● **TASK BRIEF**:
A word-for-word copy of the records below is required.
------------------------
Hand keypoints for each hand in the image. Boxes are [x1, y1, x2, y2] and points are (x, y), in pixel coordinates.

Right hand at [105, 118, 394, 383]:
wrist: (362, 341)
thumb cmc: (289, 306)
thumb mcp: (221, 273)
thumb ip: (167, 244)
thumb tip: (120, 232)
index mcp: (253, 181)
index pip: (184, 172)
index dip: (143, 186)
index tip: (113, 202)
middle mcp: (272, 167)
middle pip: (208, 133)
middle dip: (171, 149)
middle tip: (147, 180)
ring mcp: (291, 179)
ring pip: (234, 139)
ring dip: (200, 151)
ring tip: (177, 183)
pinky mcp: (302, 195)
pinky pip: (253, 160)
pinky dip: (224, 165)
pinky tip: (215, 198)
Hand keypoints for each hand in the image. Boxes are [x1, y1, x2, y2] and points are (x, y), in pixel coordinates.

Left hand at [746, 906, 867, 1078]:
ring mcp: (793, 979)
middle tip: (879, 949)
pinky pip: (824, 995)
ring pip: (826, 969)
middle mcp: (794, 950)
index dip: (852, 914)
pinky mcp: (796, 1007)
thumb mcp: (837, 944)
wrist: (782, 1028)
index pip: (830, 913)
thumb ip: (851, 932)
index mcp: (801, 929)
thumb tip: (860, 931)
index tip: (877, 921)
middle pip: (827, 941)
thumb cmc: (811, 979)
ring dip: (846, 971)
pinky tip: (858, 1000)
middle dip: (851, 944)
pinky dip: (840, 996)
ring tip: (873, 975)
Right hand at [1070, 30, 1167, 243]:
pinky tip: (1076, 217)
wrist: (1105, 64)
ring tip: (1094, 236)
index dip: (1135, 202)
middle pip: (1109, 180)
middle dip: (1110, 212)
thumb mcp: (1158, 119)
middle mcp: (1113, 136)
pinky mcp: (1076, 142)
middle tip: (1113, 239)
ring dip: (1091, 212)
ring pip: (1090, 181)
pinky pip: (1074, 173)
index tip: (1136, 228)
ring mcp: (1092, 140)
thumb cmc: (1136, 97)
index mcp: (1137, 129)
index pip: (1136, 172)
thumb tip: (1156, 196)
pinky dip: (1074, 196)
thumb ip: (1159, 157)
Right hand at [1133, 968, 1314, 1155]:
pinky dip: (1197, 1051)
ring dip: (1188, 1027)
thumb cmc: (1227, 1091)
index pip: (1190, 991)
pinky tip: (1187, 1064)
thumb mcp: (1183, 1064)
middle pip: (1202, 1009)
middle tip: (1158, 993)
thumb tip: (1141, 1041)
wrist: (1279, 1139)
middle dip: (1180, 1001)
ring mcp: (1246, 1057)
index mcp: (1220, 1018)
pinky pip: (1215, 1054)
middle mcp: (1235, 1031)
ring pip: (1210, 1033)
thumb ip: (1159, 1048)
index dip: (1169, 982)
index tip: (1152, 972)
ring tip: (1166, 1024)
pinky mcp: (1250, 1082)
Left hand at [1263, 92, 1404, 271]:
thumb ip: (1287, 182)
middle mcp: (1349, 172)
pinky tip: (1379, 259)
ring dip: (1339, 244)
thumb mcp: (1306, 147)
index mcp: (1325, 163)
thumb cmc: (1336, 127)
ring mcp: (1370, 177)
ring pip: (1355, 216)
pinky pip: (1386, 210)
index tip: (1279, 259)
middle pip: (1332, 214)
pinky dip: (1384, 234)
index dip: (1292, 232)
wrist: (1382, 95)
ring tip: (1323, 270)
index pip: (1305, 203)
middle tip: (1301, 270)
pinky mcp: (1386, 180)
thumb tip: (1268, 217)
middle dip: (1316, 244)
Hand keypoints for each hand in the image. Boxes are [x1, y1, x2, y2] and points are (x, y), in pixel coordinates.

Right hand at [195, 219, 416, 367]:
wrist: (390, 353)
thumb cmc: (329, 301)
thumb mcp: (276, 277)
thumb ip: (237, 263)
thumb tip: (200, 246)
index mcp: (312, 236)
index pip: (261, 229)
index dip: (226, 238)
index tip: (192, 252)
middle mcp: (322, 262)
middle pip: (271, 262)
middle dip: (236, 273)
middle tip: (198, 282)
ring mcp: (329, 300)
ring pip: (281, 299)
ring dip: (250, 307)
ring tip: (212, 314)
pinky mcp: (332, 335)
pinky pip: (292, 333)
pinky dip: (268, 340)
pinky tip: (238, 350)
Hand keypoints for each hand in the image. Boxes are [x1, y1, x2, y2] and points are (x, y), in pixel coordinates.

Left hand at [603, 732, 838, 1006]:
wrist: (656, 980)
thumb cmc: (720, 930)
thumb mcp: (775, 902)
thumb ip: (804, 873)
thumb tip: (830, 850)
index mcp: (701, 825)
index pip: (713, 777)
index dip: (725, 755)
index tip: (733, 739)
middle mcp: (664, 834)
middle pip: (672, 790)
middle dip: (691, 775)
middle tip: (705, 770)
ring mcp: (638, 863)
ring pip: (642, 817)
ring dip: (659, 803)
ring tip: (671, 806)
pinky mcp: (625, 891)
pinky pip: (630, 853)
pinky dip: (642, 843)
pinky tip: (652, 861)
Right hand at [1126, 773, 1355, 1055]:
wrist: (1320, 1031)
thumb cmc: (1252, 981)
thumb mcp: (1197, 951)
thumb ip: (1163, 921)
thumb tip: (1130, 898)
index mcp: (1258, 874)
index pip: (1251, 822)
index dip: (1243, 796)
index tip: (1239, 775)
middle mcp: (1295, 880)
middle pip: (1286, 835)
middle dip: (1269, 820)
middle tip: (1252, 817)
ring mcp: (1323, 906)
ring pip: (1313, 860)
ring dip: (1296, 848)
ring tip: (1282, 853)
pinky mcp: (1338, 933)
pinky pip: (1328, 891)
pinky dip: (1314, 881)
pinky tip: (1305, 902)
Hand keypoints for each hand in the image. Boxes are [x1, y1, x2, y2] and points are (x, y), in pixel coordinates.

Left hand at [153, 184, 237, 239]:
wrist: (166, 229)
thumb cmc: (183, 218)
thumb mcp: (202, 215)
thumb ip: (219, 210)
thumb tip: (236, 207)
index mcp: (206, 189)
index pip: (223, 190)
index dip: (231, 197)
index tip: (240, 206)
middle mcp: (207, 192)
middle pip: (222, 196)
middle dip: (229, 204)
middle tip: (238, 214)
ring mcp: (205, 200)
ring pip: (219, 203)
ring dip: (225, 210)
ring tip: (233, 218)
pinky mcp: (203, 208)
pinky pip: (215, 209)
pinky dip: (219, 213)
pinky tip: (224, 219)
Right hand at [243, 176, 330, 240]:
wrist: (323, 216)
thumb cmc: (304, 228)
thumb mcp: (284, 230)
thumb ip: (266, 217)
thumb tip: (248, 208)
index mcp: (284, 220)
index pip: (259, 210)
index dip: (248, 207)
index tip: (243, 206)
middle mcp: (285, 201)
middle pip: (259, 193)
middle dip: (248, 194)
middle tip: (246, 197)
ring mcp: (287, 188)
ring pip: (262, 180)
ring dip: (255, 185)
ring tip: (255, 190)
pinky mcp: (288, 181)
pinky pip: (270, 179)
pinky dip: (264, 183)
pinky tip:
------------------------
● **OUTPUT OF THE EXERCISE**:
Hand keypoints for each hand in the image. Boxes are [x1, y1, x2, y2] and points are (x, y), in pixel coordinates.

Right hand at [105, 118, 394, 383]:
wrist: (362, 341)
thumb cmc: (289, 306)
thumb mcp: (221, 273)
thumb ip: (167, 244)
thumb tip: (120, 232)
index mcp: (253, 181)
index pip: (184, 172)
index dip: (143, 186)
index tip: (113, 202)
middle mcp: (272, 167)
middle pip: (208, 133)
middle dip: (171, 149)
middle tip: (147, 180)
ring mcp: (291, 179)
ring pip: (234, 139)
ring dip: (200, 151)
ring tip: (177, 183)
pinky mcp: (302, 195)
pinky pip: (253, 160)
pinky dip: (224, 165)
pinky tip: (215, 198)
Hand keypoints for each hand in the image. Boxes are [x1, y1, x2, y2] and points are (x, y), in pixel coordinates.

Left hand at [746, 906, 867, 1078]:
ring mcp: (793, 979)
middle tip: (879, 949)
pinky pip: (824, 995)
ring pip: (826, 969)
middle mcp: (794, 950)
index dip: (852, 914)
pinky mcp: (796, 1007)
thumb mcp: (837, 944)
wrist: (782, 1028)
index pip: (830, 913)
thumb ip: (851, 932)
index mcp: (801, 929)
thumb tip: (860, 931)
index tip: (877, 921)
middle pip: (827, 941)
thumb cmc: (811, 979)
ring dip: (846, 971)
pinky tip: (858, 1000)
middle dip: (851, 944)
pinky dip: (840, 996)
ring tip: (873, 975)
Right hand at [1070, 30, 1167, 243]:
pinky tip: (1076, 217)
wrist: (1105, 64)
ring tip: (1094, 236)
index dip: (1135, 202)
middle pip: (1109, 180)
middle dip: (1110, 212)
thumb mcp: (1158, 119)
middle mcp: (1113, 136)
pinky mcp: (1076, 142)
middle tip: (1113, 239)
ring dip: (1091, 212)
ring pip: (1090, 181)
pinky pip: (1074, 173)
index tip: (1136, 228)
ring mcp: (1092, 140)
thumb cmc: (1136, 97)
index mcp: (1137, 129)
index pip: (1136, 172)
thumb tip: (1156, 196)
pinky dip: (1074, 196)
thumb ip: (1159, 157)
Right hand at [1133, 968, 1314, 1155]:
pinky dip: (1197, 1051)
ring dip: (1188, 1027)
thumb cmc: (1227, 1091)
index pip: (1190, 991)
pinky tip: (1187, 1064)
thumb mcp: (1183, 1064)
middle pip: (1202, 1009)
middle tip: (1158, 993)
thumb tip: (1141, 1041)
wrist: (1279, 1139)
middle dip: (1180, 1001)
ring mcp: (1246, 1057)
index mcp: (1220, 1018)
pinky pip: (1215, 1054)
middle mcp: (1235, 1031)
ring pip: (1210, 1033)
thumb ip: (1159, 1048)
index dip: (1169, 982)
index tip: (1152, 972)
ring tip: (1166, 1024)
pinky mcp: (1250, 1082)
Left hand at [1263, 92, 1404, 271]:
thumb ip: (1287, 182)
middle mcp: (1349, 172)
pinky tip: (1379, 259)
ring dip: (1339, 244)
thumb mcp: (1306, 147)
index mcp: (1325, 163)
thumb cmc: (1336, 127)
ring mcp: (1370, 177)
ring pip: (1355, 216)
pinky pip: (1386, 210)
index tip: (1279, 259)
middle pip: (1332, 214)
pinky dip: (1384, 234)
index dip: (1292, 232)
wrist: (1382, 95)
ring tip: (1323, 270)
index pip: (1305, 203)
middle tip: (1301, 270)
pinky mcp: (1386, 180)
thumb tip: (1268, 217)
middle dip: (1316, 244)
Hand keypoints for each hand in the image. Boxes are [x1, y1, x2, y2] and points are (x, y), in pixel coordinates.

Right hand at [195, 219, 416, 367]:
wrist: (390, 353)
thumb cmc: (329, 301)
thumb mcp: (276, 277)
thumb ip: (237, 263)
thumb tip: (200, 246)
index mcp: (312, 236)
index pip: (261, 229)
index dip: (226, 238)
index tip: (192, 252)
middle mcp: (322, 262)
middle pip: (271, 262)
middle dip: (236, 273)
middle tip: (198, 282)
ring mcp: (329, 300)
ring pip: (281, 299)
ring dip: (250, 307)
ring tip: (212, 314)
pinky mcp: (332, 335)
pinky pip: (292, 333)
pinky dip: (268, 340)
pinky tip: (238, 350)
Hand keypoints for each hand in the image. Boxes are [x1, y1, x2, y2] and points are (x, y), in pixel coordinates.

Left hand at [603, 732, 838, 1006]:
wrist: (656, 980)
thumb cmc: (720, 930)
thumb mcp: (775, 902)
thumb ip: (804, 873)
thumb tip: (830, 850)
index mcp: (701, 825)
index pip: (713, 777)
index dip: (725, 755)
index tip: (733, 739)
middle mcp: (664, 834)
middle pip: (672, 790)
middle dip: (691, 775)
middle tip: (705, 770)
ring mcp: (638, 863)
ring pip: (642, 817)
ring dip: (659, 803)
ring tip: (671, 806)
pinky mcp: (625, 891)
pinky pip: (630, 853)
pinky dip: (642, 843)
pinky tip: (652, 861)
Right hand at [1126, 773, 1355, 1055]:
wrist: (1320, 1031)
thumb cmc: (1252, 981)
thumb mcp: (1197, 951)
thumb ip: (1163, 921)
thumb tip: (1130, 898)
index mcp: (1258, 874)
index pip: (1251, 822)
index dip: (1243, 796)
index tip: (1239, 775)
middle mcp: (1295, 880)
middle pip: (1286, 835)
middle dip: (1269, 820)
middle tip: (1252, 817)
ring mcp: (1323, 906)
ring pip: (1313, 860)
ring dip: (1296, 848)
ring tip: (1282, 853)
pinky mcp: (1338, 933)
pinky pip: (1328, 891)
pinky dip: (1314, 881)
pinky tip: (1305, 902)
Hand keypoints for each hand in the image. Boxes are [x1, y1, x2, y2] and points are (x, y), in pixel coordinates.

Left hand at [153, 184, 237, 239]:
wrist: (166, 229)
thumb cmc: (183, 218)
thumb mcp: (202, 215)
thumb ip: (219, 210)
thumb tip: (236, 207)
index mcp: (206, 189)
index pip: (223, 190)
index dip: (231, 197)
index tip: (240, 206)
middle mcp: (207, 192)
middle pip: (222, 196)
middle dip: (229, 204)
middle tip: (238, 214)
ring mcp: (205, 200)
ring pip: (219, 203)
ring dip: (225, 210)
ring tip: (233, 218)
pinky mcp: (203, 208)
pinky pip: (215, 209)
pinky dip: (219, 213)
pinky tip: (224, 219)
Right hand at [243, 176, 330, 240]:
wrist: (323, 216)
thumb cmc: (304, 228)
thumb mcp: (284, 230)
thumb ip: (266, 217)
thumb tip: (248, 208)
index mcp: (284, 220)
index pip: (259, 210)
index dip: (248, 207)
index tip: (243, 206)
middle mcp: (285, 201)
middle pip: (259, 193)
middle dip: (248, 194)
middle tip: (246, 197)
ring mcp: (287, 188)
ring pip: (262, 180)
ring dip: (255, 185)
ring tip: (255, 190)
pinky mcp: (288, 181)
pinky pip: (270, 179)
pinky dip: (264, 183)
pinky tip:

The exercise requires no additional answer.